Esa realidad que se nos impone como única y sin afuera, como plenamente tautológica no es más que la verdad del capital. Digámoslo claro. La verdad del capital es la que ha triunfado y frente a ella no hay en estos momentos alternativa alguna. La verdad del capital ha triunfado porque puede organizar el mundo. Sólo hay que ver lo que sucede en relación a la crisis actual. Nadie es capaz de poner en el centro del debate la necesidad de una verdadera transformación social. Sólo se oyen las propuestas cínicas de reformular las bases éticas del capitalismo, desde Sarkozy a los intelectuales que sostienen el statu quo. Mi respuesta a tu pregunta es entonces: ¿cómo se combate una verdad sino es desde otra verdad? Si quieres lo puedo formular de una manera menos provocativa. Esa realidad a la que simplemente he intentado aproximarme está atravesada por una profunda crisis de sentido. Esta crisis de sentido remite al hecho de que el sentido del mundo es uno solo. ¿Por qué? Porque existe un único acontecimiento que da sentido al mundo, ese acontecimiento es el desbocamiento del capital, lo que de una manera aproximada podríamos llamar la globalización neoliberal. Cuando el sentido es único hay necesariamente una crisis de sentido, ya que el sentido siempre es plural. Evidentemente esta crisis de sentido tiene una lectura conservadora (crisis de valores, crisis de autoridad…). Lo que me interesa destacar es que la mayor parte de la propuestas críticas intervienen aquí intentando proponer un sentido a esta crisis. Desde un nuevo relato emancipador, a la diseminación, pasando por un pragmatismo desencantado… Pues bien, yo creo que sólo la verdad –una verdad que nace en la experiencia de lucha y del compartir –puede sacarnos de la crisis de sentido e incidir sobre la realidad. La verdad entendida como desplazamiento o interrupción del sentido común y de la realidad obvia.

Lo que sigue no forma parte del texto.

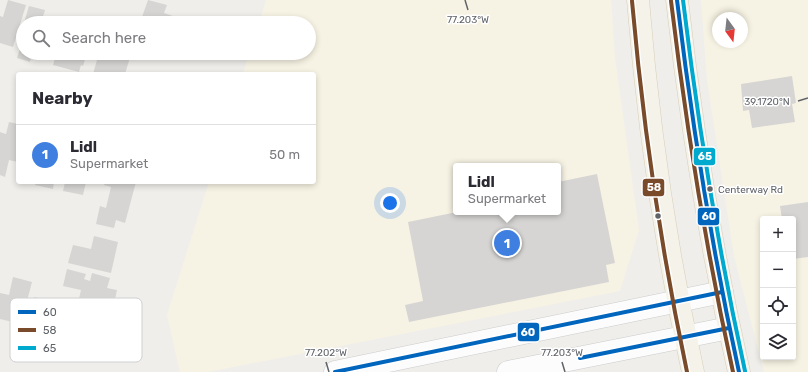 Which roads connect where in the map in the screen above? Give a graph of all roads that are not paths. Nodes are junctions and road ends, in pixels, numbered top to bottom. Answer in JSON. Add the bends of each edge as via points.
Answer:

¿Podrías dar algún ejemplo?
Si en lugar de autoestima hablamos de dignidad abandonamos el ámbito de los libros de autoayuda -que en el fondo siempre plantean un pacto cobarde con la vida- por una posición desafiante; si en lugar de participación hablamos de implicación, abandonamos una problemática interna al poder por una posición crítica respecto del poder, etc. La verdad es el desplazamiento. Más exactamente, la verdad se produce en el momento del desplazamiento.